Excerpted data —
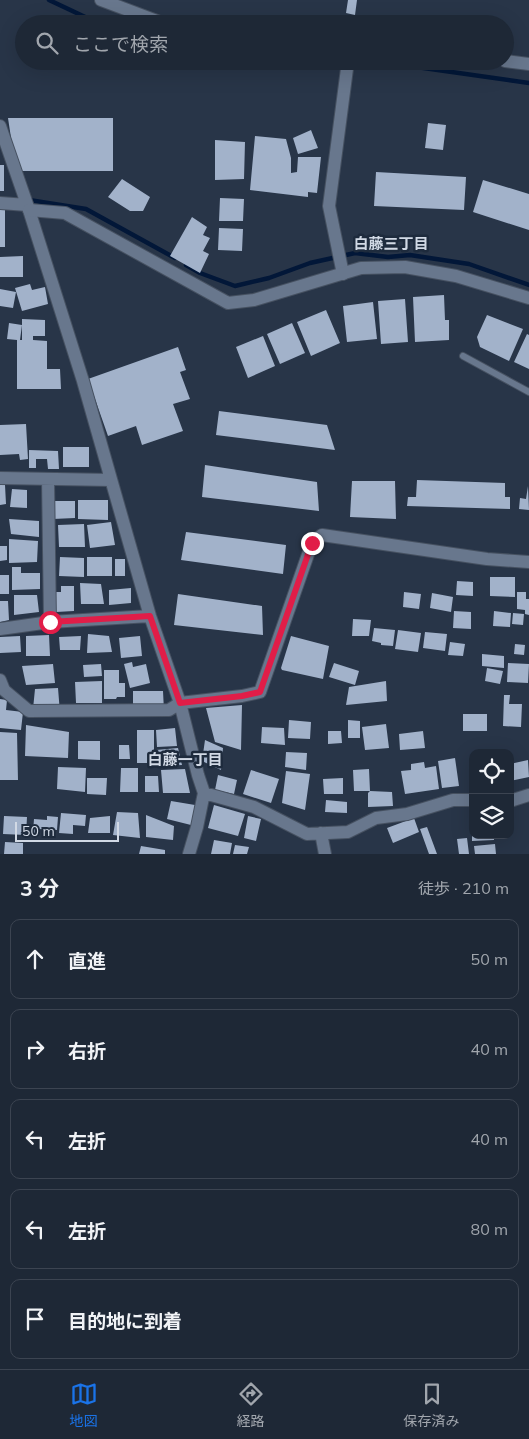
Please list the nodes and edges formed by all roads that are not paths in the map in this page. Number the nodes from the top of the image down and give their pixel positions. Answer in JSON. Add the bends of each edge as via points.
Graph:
{"nodes":[{"id":1,"x":101,"y":0,"type":"edge"},
{"id":2,"x":141,"y":15,"type":"edge"},
{"id":3,"x":514,"y":62,"type":"edge"},
{"id":4,"x":529,"y":64,"type":"edge"},
{"id":5,"x":347,"y":70,"type":"edge"},
{"id":6,"x":0,"y":126,"type":"edge"},
{"id":7,"x":0,"y":203,"type":"edge"},
{"id":8,"x":28,"y":208,"type":"junction"},
{"id":9,"x":343,"y":274,"type":"junction"},
{"id":10,"x":529,"y":298,"type":"edge"},
{"id":11,"x":463,"y":356,"type":"dead end"},
{"id":12,"x":529,"y":392,"type":"edge"},
{"id":13,"x":0,"y":478,"type":"edge"},
{"id":14,"x":48,"y":478,"type":"junction"},
{"id":15,"x":111,"y":480,"type":"junction"},
{"id":16,"x":529,"y":562,"type":"edge"},
{"id":17,"x":150,"y":616,"type":"junction"},
{"id":18,"x":50,"y":622,"type":"junction"},
{"id":19,"x":0,"y":629,"type":"edge"},
{"id":20,"x":0,"y":680,"type":"edge"},
{"id":21,"x":180,"y":703,"type":"junction"},
{"id":22,"x":204,"y":793,"type":"junction"},
{"id":23,"x":529,"y":795,"type":"edge"},
{"id":24,"x":469,"y":800,"type":"edge"},
{"id":25,"x":514,"y":800,"type":"edge"},
{"id":26,"x":321,"y":833,"type":"junction"},
{"id":27,"x":189,"y":854,"type":"edge"},
{"id":28,"x":325,"y":854,"type":"edge"}],
"edges":[{"from":1,"to":2,"type":"street"},
{"from":3,"to":4,"type":"street"},
{"from":5,"to":9,"type":"street","via":[[329,206]]},
{"from":6,"to":8,"type":"street"},
{"from":7,"to":8,"type":"street"},
{"from":8,"to":9,"type":"street","via":[[65,213],[228,303],[254,300]]},
{"from":8,"to":15,"type":"street"},
{"from":9,"to":10,"type":"street","via":[[362,268],[404,267],[456,276]]},
{"from":11,"to":12,"type":"lane"},
{"from":13,"to":14,"type":"street"},
{"from":14,"to":15,"type":"street"},
{"from":14,"to":18,"type":"street"},
{"from":15,"to":17,"type":"street"},
{"from":16,"to":21,"type":"street","via":[[322,535],[312,543],[260,692]]},
{"from":17,"to":18,"type":"street"},
{"from":17,"to":21,"type":"street"},
{"from":18,"to":19,"type":"street"},
{"from":20,"to":21,"type":"street","via":[[4,690],[28,711],[170,710]]},
{"from":21,"to":22,"type":"street"},
{"from":22,"to":26,"type":"street","via":[[254,807],[307,834]]},
{"from":22,"to":27,"type":"street"},
{"from":23,"to":25,"type":"street"},
{"from":24,"to":26,"type":"street","via":[[453,800],[407,814],[376,818],[348,832]]},
{"from":26,"to":28,"type":"street"}]}
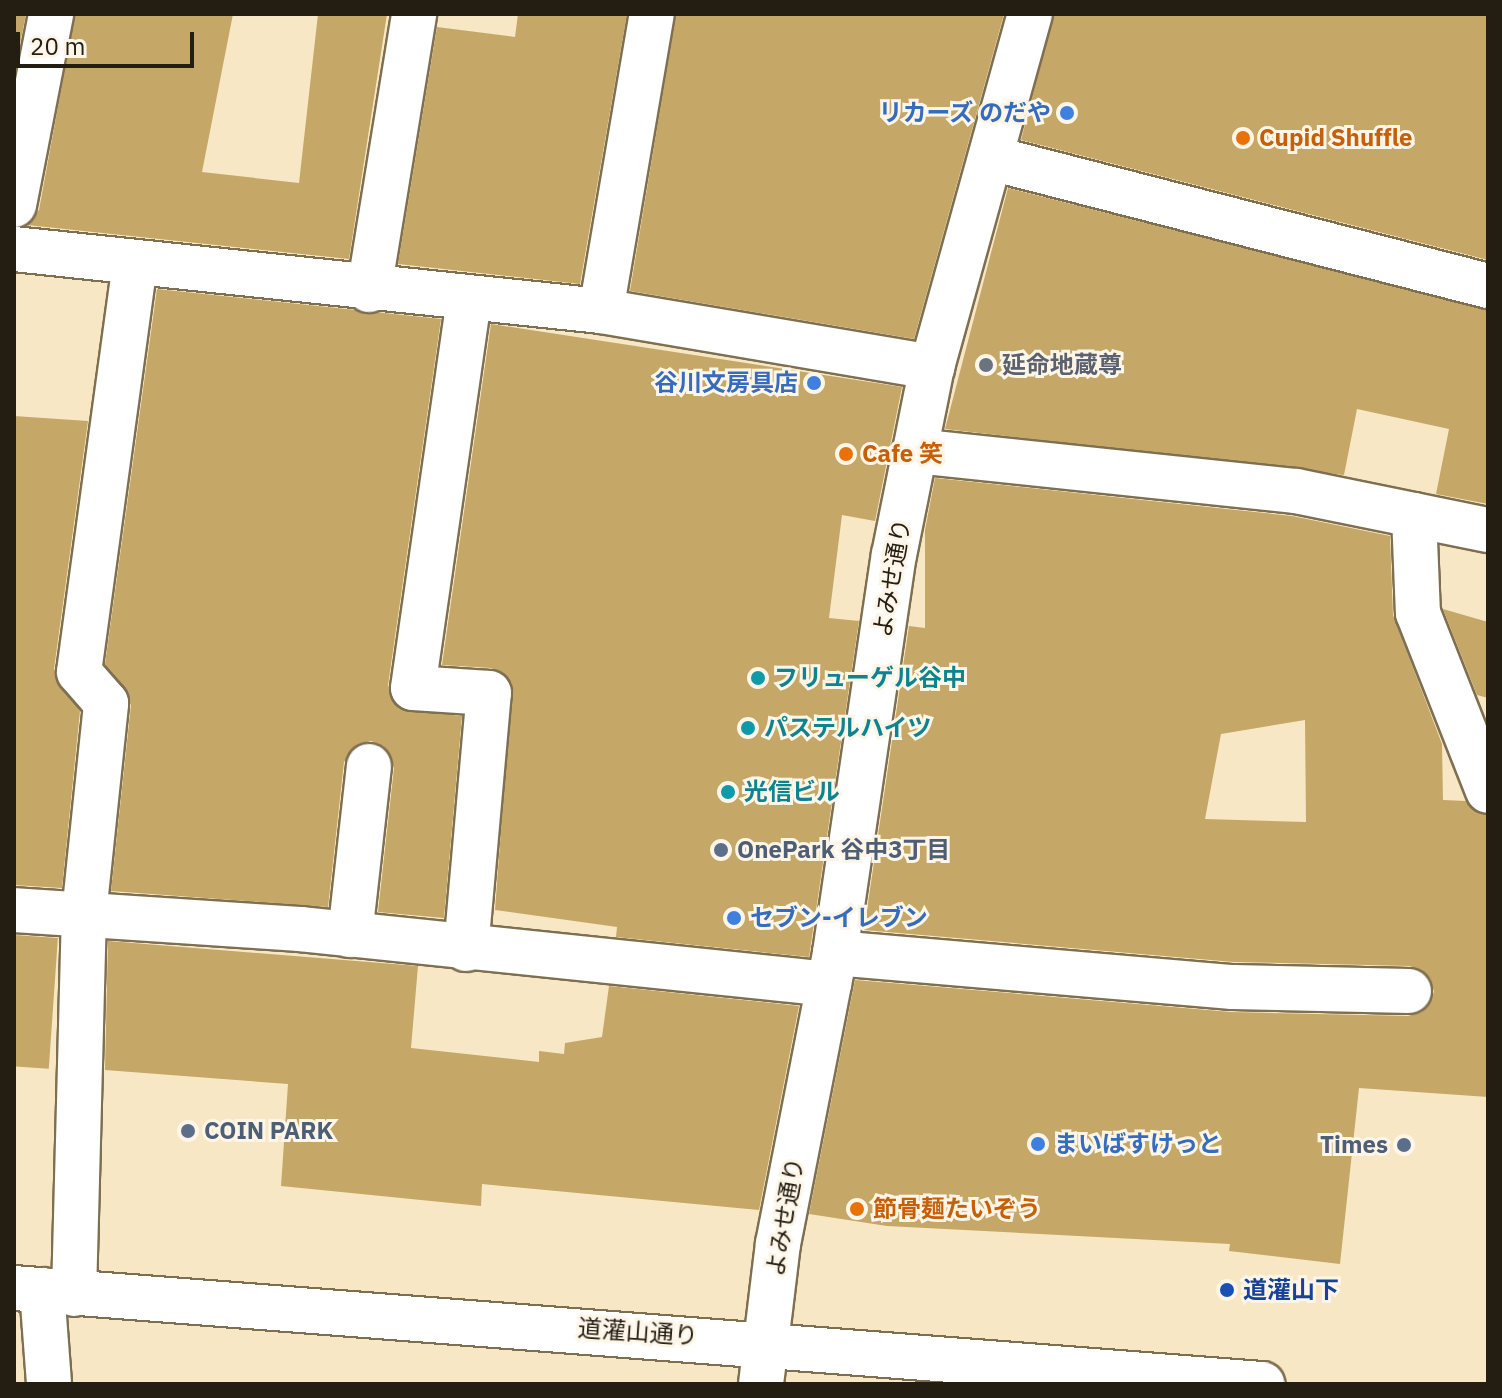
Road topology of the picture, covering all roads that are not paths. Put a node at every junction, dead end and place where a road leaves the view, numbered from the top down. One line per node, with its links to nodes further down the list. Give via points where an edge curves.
1 (51, 14): 6 (street)
2 (414, 14): 10 (street)
3 (652, 14): 12 (street)
4 (1030, 14): 5 (street, よみせ通り)
5 (991, 158): 9 (street); 13 (street, よみせ通り)
6 (14, 205)
7 (14, 249): 8 (street)
8 (135, 265): 10 (street); 20 (street, via 79,672 106,703)
9 (1488, 286)
10 (369, 290): 11 (street)
11 (469, 300): 12 (street); 22 (street, via 413,688 489,693)
12 (601, 311): 13 (street)
13 (932, 367): 14 (street, よみせ通り)
14 (915, 451): 15 (street, via 1296,491); 23 (street, よみせ通り)
15 (1414, 515): 16 (street); 18 (street, via 1418,613)
16 (1488, 530)
17 (369, 766): 21 (street)
18 (1488, 791)
19 (14, 910): 20 (street)
20 (84, 914): 21 (street); 25 (street)
21 (350, 935): 22 (street)
22 (466, 949): 23 (street)
23 (832, 968): 24 (street); 26 (street, よみせ通り, via 778,1244)
24 (1409, 991)
25 (44, 1291): 26 (street, 道灌山通り); 27 (street)
26 (767, 1341): 28 (street, よみせ通り); 29 (street, 道灌山通り)
27 (49, 1384)
28 (761, 1384)
29 (1262, 1384)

Action item —
Show the lines above that include "down".

Exercise solution —
Please list the nodes and edges formed by all roads that are not paths in the map in this page. Number the nodes from the top of the image down and give their pixel positions. Answer in JSON. Add the bends of each edge as via points.
Road topology of the picture, covering all roads that are not paths. Put a node at every junction, dead end and place where a road leaves the view, numbered from the top down. One line per node, with its links to nodes further down the list. Give via points where an edge curves.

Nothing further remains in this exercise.